Required work: Would you pull out every line of the material that contains the string "nodes"?

Task inputs:
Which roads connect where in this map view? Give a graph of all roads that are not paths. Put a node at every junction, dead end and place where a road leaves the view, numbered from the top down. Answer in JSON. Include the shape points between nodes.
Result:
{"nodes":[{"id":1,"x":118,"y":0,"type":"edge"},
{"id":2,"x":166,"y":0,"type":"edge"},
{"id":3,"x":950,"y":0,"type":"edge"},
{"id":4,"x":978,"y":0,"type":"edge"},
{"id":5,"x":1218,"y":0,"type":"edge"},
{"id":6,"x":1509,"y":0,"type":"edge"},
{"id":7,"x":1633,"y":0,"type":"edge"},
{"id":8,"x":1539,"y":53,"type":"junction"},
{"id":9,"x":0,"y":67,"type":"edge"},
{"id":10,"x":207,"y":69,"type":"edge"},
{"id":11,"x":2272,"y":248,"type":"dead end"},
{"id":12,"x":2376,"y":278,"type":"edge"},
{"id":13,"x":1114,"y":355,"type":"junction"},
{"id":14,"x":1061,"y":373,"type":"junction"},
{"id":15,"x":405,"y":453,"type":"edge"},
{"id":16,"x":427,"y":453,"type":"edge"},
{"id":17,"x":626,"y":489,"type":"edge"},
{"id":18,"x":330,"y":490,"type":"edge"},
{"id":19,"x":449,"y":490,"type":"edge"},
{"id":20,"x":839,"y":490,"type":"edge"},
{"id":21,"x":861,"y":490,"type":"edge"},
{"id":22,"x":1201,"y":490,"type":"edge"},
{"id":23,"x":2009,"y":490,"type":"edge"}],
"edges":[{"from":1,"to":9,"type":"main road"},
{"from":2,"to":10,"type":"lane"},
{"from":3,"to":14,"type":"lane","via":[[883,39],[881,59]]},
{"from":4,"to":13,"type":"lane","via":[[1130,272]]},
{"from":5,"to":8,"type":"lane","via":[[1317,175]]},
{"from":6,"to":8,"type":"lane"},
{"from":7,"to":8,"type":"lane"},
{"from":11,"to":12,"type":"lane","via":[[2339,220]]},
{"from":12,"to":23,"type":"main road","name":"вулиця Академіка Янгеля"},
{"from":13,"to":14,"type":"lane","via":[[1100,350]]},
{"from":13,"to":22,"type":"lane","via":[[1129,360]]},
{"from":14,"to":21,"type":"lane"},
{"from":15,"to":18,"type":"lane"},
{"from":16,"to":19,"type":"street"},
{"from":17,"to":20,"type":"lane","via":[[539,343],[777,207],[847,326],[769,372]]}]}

Task response:
Which roads connect where in this map view? Give a graph of all roads that are not paths. Put a node at every junction, dead end and place where a road leaves the view, numbered from the top down. Answer in JSON. Include the shape points between nodes.
{"nodes":[{"id":1,"x":118,"y":0,"type":"edge"},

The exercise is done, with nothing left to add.